Events in progress

The Events in Progress pattern has a broad field of application. It is useful whenever dealing with events with a duration – events that have a start date and an end date. The event is considered to be in progress between the two dates. As an example, we use Contoso orders.

Each order has an order date and a delivery date. The date when the order was placed is considered the start date, and the date when the order was delivered is considered the end date. An order is considered open when it has been placed but has not yet been delivered. We are interested in counting how many orders are open at a certain date, and what their value is.

As with many of the patterns described, Events in Progress can be handled both dynamically through measures, or statically by using a snapshot table.

Definition of events in progress

You need to compute how many orders are open at a specific time, for Contoso. In Figure 1 you can see the result of the calculation at the day level; on each day the number of open orders is the number open orders from the previous day, plus the orders received and minus the orders delivered that day. EOP stands for End Of Period.

Figure 1 The report shows orders received, delivered and open on a daily basis.

However, this way of computing the number of open orders could be ambiguous when we consider a period of several days, such as a month or a year. The ambiguity is explained below. To avoid this ambiguity, it is important to clearly define the desired result. When looking at a single day, the number of orders open is evident, as you can see in Figure 2.

Figure 2 On October 15, 2019 there are two orders that are open.

In Figure 2 only orders number 2 and 5 are open at the date considered (October 15, 2019).

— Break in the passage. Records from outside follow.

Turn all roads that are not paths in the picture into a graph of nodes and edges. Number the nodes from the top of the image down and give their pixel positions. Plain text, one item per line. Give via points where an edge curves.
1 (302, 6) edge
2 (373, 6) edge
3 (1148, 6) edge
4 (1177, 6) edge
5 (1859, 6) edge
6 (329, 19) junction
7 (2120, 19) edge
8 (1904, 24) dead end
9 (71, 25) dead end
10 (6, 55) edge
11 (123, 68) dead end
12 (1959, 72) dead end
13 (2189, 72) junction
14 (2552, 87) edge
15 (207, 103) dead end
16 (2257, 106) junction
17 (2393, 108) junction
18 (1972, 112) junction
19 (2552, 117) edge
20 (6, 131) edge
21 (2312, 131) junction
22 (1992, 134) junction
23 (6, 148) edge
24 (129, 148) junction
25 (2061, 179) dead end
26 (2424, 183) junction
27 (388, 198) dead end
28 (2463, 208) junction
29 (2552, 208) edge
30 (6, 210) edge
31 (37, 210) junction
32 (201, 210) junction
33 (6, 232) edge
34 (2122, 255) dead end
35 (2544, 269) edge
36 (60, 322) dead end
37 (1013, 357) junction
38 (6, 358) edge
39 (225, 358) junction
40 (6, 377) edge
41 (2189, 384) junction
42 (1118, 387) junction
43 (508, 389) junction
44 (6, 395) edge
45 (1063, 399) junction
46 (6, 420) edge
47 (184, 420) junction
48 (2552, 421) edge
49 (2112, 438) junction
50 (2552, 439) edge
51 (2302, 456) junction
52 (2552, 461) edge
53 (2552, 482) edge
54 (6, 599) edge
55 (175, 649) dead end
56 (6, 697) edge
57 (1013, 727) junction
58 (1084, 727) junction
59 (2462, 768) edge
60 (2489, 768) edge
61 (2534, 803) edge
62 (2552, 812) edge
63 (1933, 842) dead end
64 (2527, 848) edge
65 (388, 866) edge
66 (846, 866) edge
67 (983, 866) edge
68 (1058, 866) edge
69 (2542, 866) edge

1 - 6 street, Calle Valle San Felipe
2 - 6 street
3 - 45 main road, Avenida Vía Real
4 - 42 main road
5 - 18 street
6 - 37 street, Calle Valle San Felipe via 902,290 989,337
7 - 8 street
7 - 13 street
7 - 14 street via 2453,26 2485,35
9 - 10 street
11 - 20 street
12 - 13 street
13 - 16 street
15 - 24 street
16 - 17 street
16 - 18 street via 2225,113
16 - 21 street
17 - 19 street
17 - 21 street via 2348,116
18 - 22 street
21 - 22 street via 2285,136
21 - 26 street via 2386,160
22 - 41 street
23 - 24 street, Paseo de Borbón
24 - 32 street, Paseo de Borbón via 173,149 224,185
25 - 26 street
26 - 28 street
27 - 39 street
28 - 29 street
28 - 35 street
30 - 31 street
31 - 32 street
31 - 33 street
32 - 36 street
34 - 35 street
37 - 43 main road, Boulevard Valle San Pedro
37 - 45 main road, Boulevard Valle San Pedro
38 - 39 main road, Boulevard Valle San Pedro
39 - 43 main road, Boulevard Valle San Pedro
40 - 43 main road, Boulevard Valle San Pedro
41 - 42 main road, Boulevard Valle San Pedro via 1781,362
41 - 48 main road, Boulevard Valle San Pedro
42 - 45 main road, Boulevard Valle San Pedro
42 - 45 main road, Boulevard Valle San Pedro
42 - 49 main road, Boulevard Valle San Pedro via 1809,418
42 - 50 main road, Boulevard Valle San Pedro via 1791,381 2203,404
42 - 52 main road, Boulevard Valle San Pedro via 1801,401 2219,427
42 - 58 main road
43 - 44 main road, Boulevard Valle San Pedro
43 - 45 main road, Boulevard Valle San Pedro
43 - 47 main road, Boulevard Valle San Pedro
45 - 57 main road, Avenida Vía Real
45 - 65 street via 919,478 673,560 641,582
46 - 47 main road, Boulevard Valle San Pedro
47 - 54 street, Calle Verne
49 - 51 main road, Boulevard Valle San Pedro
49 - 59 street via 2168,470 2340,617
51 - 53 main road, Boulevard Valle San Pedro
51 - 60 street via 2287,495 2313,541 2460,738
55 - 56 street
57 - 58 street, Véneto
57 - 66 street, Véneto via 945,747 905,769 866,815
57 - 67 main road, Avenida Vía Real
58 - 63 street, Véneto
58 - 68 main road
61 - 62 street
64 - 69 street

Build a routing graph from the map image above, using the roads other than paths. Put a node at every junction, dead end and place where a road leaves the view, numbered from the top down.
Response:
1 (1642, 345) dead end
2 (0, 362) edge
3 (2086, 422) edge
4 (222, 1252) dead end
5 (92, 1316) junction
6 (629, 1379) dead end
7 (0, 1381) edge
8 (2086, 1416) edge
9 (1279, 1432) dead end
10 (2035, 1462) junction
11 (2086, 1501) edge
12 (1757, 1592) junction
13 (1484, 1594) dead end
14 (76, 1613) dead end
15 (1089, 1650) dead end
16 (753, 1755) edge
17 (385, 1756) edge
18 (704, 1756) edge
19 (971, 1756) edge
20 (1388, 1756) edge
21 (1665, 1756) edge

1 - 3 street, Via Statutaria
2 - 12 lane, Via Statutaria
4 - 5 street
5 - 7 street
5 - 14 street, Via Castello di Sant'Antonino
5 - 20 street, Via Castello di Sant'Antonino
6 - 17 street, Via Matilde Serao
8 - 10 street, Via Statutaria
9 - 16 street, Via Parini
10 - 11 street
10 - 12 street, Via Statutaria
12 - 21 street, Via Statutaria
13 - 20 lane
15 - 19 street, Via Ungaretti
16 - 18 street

Order 1 is already delivered, whereas orders 3 and 4 are yet to be received by Contoso. Therefore, the calculation is clearly defined. Nevertheless, when you report on a larger period of time, like a month, the calculation is harder to define. Look at Figure 3 where the time duration is much larger, including the full month of October.

Figure 3 When looking at October, are there one, two or three open orders?

In Figure 3, order 1 is completed before the beginning of October, and order 4 is yet to be received by Contoso after the end of October. Therefore, their status is obvious. However, order 2 is open at the beginning of the month, but it is closed at the end. Order 3 is opened during the month and still open at the end of the month. Order 5 is received and closed during the month. As you see, a calculation that is straightforward on an individual day requires a better definition at an aggregate level.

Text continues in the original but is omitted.